Dozens of religious unions were arranged between underage girls and men from a polygamist church whose leader, Warren Jeffs, stands accused of rape as an accomplice for marrying a 14-year-old to her older first cousin.

The leader of the Fundamentalist Church of Jesus Christ of Latter Day Saints, Mr. Jeffs, 50, will be in a Utah court Tuesday for a hearing to determine whether prosecutors have enough evidence to try him on two first-degree felony charges.

If there's a trial and Mr. Jeffs is convicted, the man 10,000 followers revere as a prophet could spend the rest of his life in prison.

Prosecutors allege that the bride, who is referred to in court documents as Jane Doe No. 4, told Mr. Jeffs that she didn't want to marry – she believed she was too young. Later, she begged to be released from the union, saying she didn't like marital relations.

But Mr. Jeffs said the marriage was her religious duty and threatened her with the loss of her salvation, court documents state.

FLDS weddings in Caliente came in bunches, said Carolyn Jessop, a former FLDS member who ran the motel for a year. Once or twice a month, beginning in spring 1999, Ms. Jessop would get a telephone call telling her to plan for a weekend of weddings – some say as many as 10 in one day.

Wedding parties and church elders would arrive in a caravan of cars about midmorning.

"They did not want anybody on the property," said Ms. Jessop, whose husband, Merrill, owned the 18-room motel.

Each wedding was different, but girls usually arrived with their parents, including "other mothers," the plural wives of their fathers.

The groom might bring his own plural wives. In some ceremonies, the first wife might even hold the young bride's hand, placing it gently in the groom's as a symbolic gesture that she accepted the new wife into the family.

"I can't imagine the trauma that some of these younger girls must have gone through," said Ms.
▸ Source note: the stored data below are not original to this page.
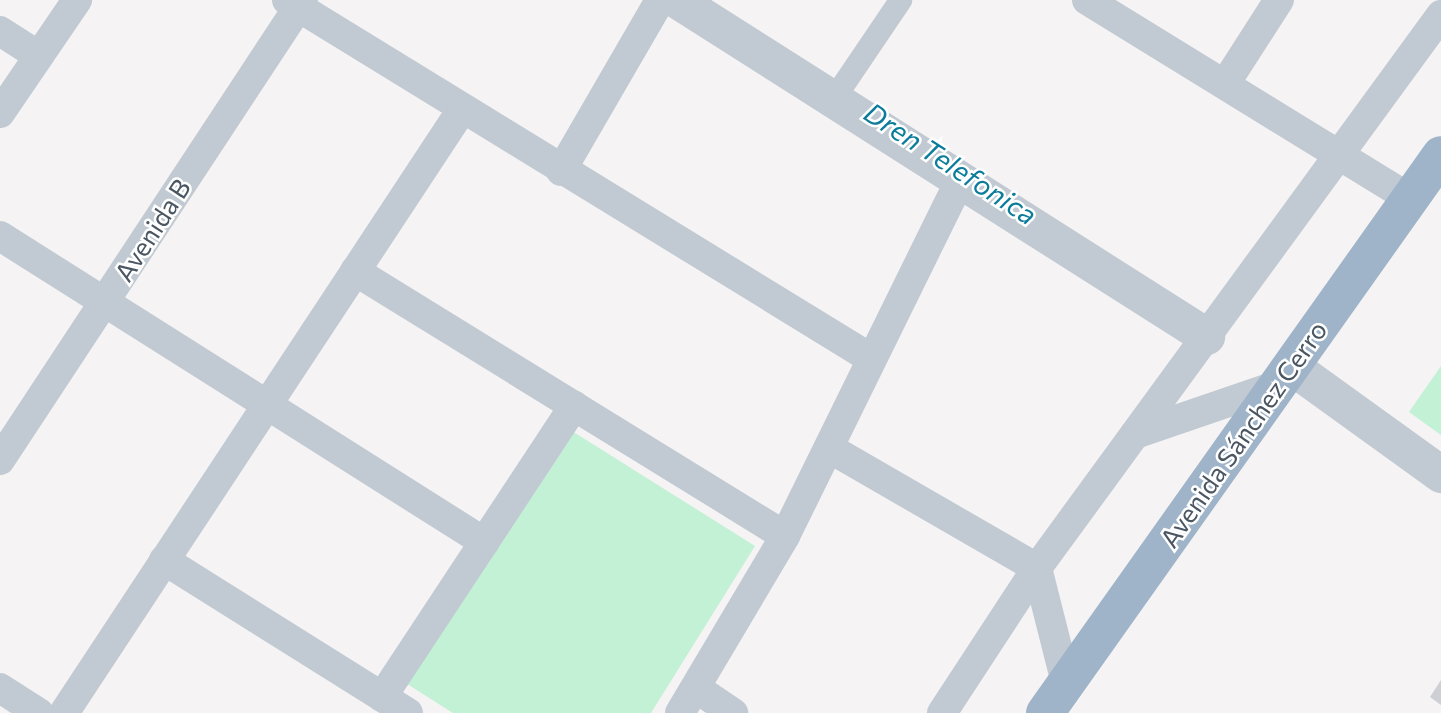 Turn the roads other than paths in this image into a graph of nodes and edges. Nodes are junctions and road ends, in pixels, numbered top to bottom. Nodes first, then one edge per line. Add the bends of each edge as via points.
1 (77, 0) edge
2 (660, 0) edge
3 (677, 0) edge
4 (900, 0) edge
5 (1087, 0) edge
6 (1279, 0) edge
7 (296, 2) edge
8 (1441, 15) edge
9 (0, 31) edge
10 (39, 56) junction
11 (1225, 84) junction
12 (833, 99) junction
13 (461, 111) junction
14 (0, 113) edge
15 (1340, 155) junction
16 (1441, 155) edge
17 (561, 171) junction
18 (960, 180) junction
19 (1410, 199) junction
20 (0, 236) edge
21 (355, 271) junction
22 (106, 300) junction
23 (1206, 336) junction
24 (872, 359) junction
25 (1285, 376) junction
26 (268, 402) junction
27 (574, 406) junction
28 (1135, 434) junction
29 (828, 448) junction
30 (0, 460) edge
31 (1441, 474) edge
32 (785, 536) junction
33 (484, 542) junction
34 (164, 560) junction
35 (1037, 568) junction
36 (0, 688) edge
37 (695, 688) junction
38 (382, 697) junction
39 (1056, 698) edge
40 (39, 713) edge
41 (64, 713) edge
42 (408, 713) edge
43 (680, 713) edge
44 (733, 713) edge
45 (943, 713) edge

1 - 10 street
2 - 17 street
3 - 12 street
4 - 12 street
5 - 11 street
6 - 11 street
7 - 13 street
7 - 22 street, Avenida B
8 - 15 street
9 - 10 street
10 - 14 street
11 - 15 street
12 - 18 street
13 - 17 street
13 - 21 street
15 - 19 street
15 - 23 street
16 - 19 highway, Avenida Sánchez Cerro
17 - 24 street
18 - 23 street
18 - 24 street
19 - 25 highway, Avenida Sánchez Cerro
20 - 22 street
21 - 26 street
21 - 27 street
22 - 26 street
22 - 30 street, Avenida B
23 - 28 street
24 - 29 street
25 - 28 street
25 - 31 street
25 - 39 highway, Avenida Sánchez Cerro
26 - 33 street
26 - 34 street
27 - 32 street
27 - 33 street
28 - 35 street
29 - 32 street
29 - 35 street
32 - 37 street
33 - 38 street
34 - 38 street
34 - 41 street
35 - 39 street
35 - 45 street
36 - 40 street
37 - 43 street
37 - 44 street
38 - 42 street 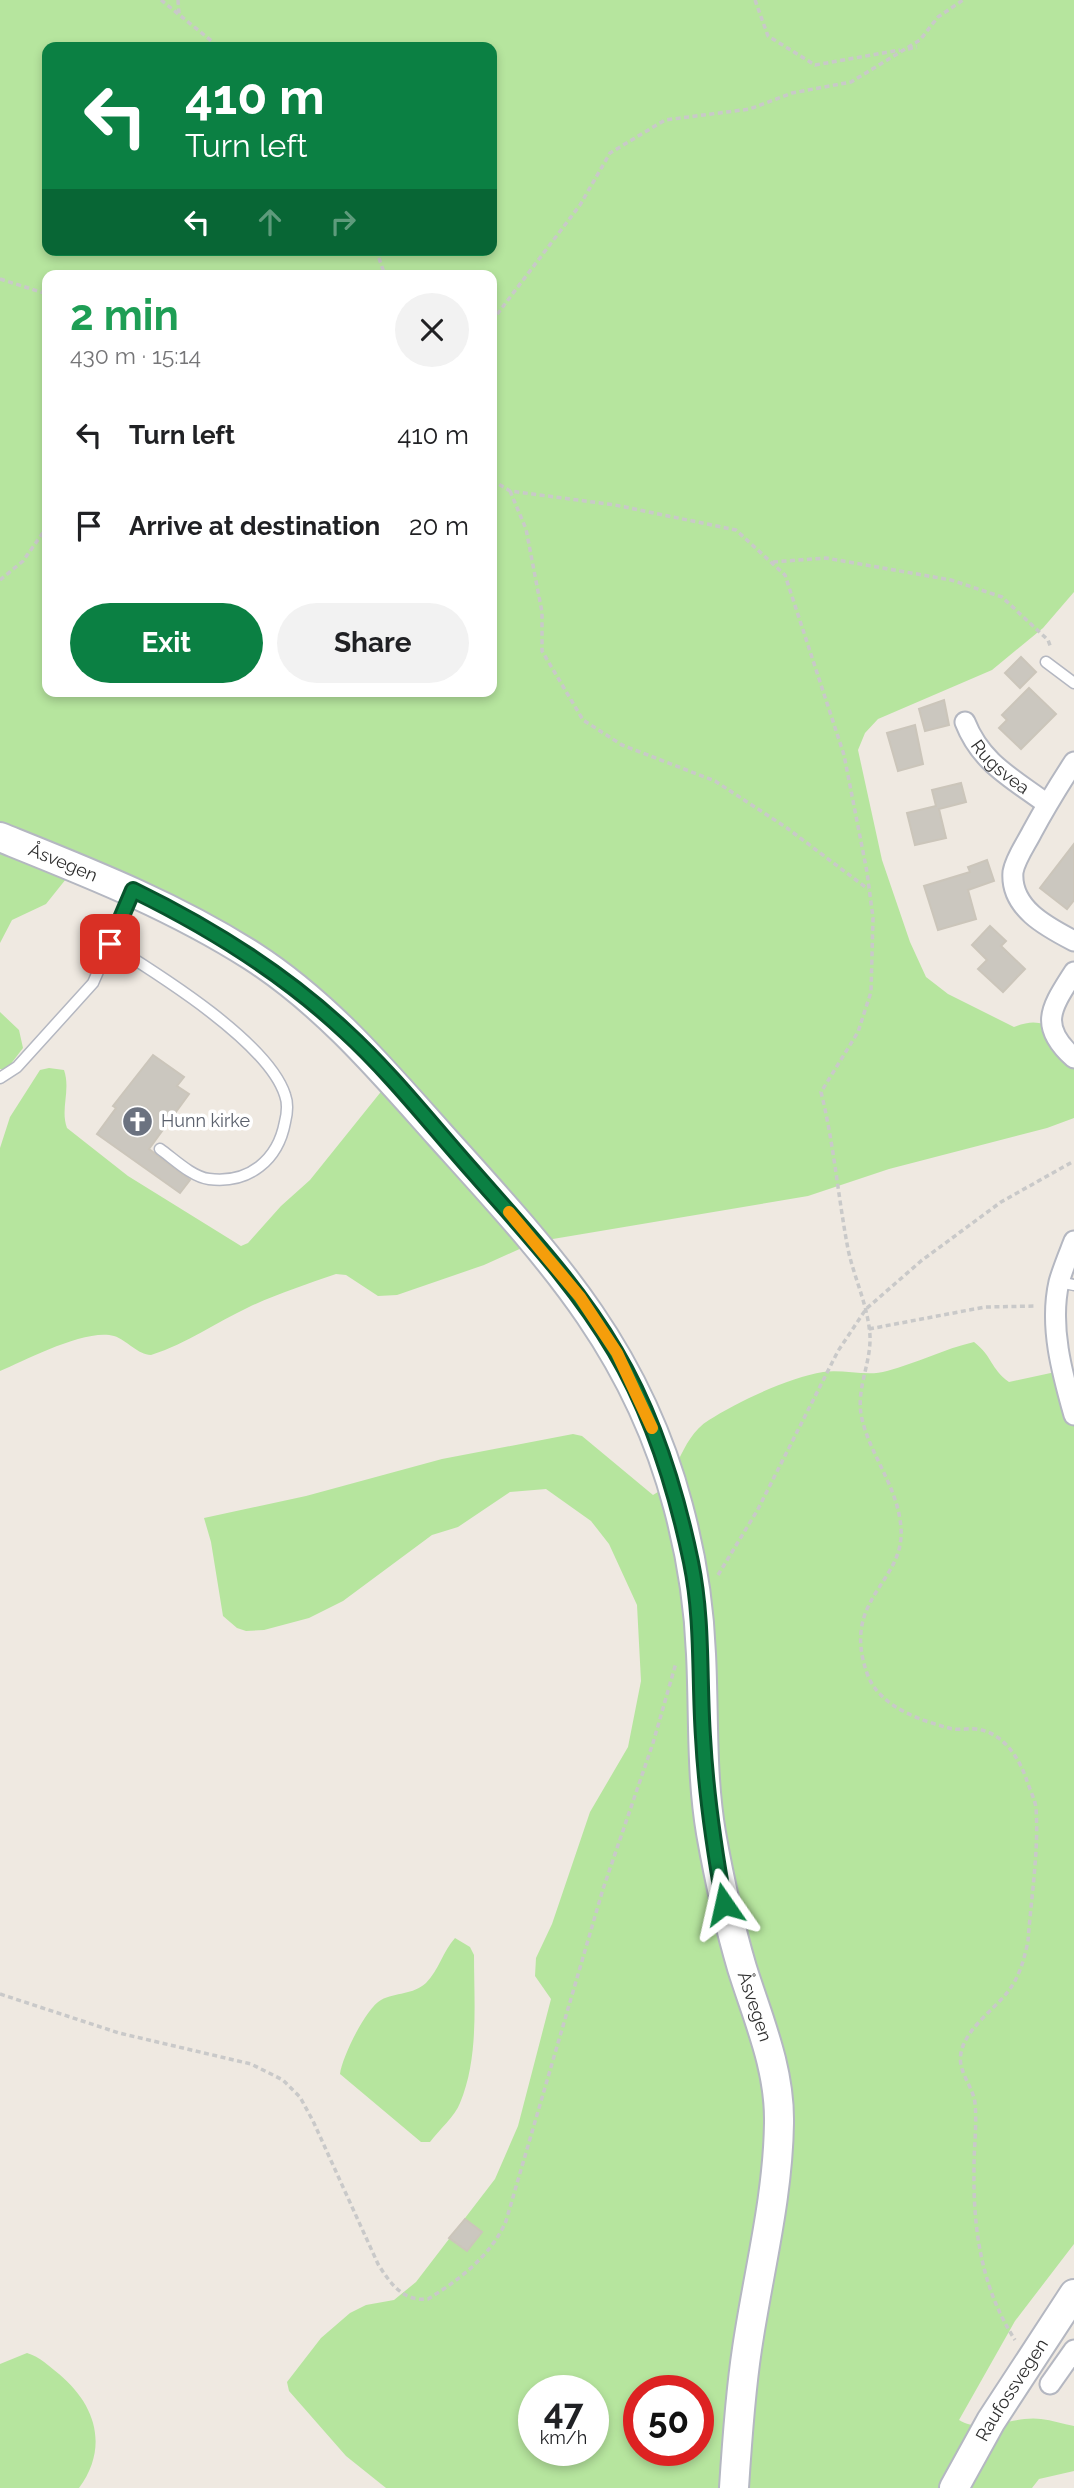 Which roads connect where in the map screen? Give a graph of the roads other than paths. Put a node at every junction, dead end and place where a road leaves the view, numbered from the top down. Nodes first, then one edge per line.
1 (1046, 663) dead end
2 (1074, 683) edge
3 (965, 722) dead end
4 (1074, 762) edge
5 (1047, 803) junction
6 (0, 838) edge
7 (133, 890) junction
8 (1074, 941) edge
9 (110, 944) junction
10 (1074, 972) edge
11 (1074, 1058) edge
12 (0, 1078) edge
13 (160, 1149) dead end
14 (1074, 1241) edge
15 (1067, 1283) edge
16 (1074, 1415) edge
17 (1074, 2294) edge
18 (1074, 2350) edge
19 (1050, 2384) dead end
20 (734, 2488) edge
21 (954, 2488) edge

1 - 2 lane
3 - 5 street, Rugsvea
4 - 5 street, Rugsvea
5 - 8 street, Rugsvea
6 - 7 main road, Åsvegen
7 - 9 lane
7 - 20 main road, Åsvegen
9 - 12 lane
9 - 13 lane
10 - 11 street
14 - 15 street
15 - 16 street
17 - 21 main road, Raufossvegen
18 - 19 street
Jessop, who left the sect and her husband in 2003.

The drive between Caliente and Hildale, Utah, one of the twin border towns where most FLDS members live, is 160 miles through Utah's Antelope Mountains and across the Escalante Desert. Why go all that way?

Because the states of Utah and Arizona were passing legislation to address underage marriage and threatening prosecutions, including putting some young girls in jail, Ms. Jessop said.

"The leaders thought [Caliente] was a way to go under the radar screen," she said.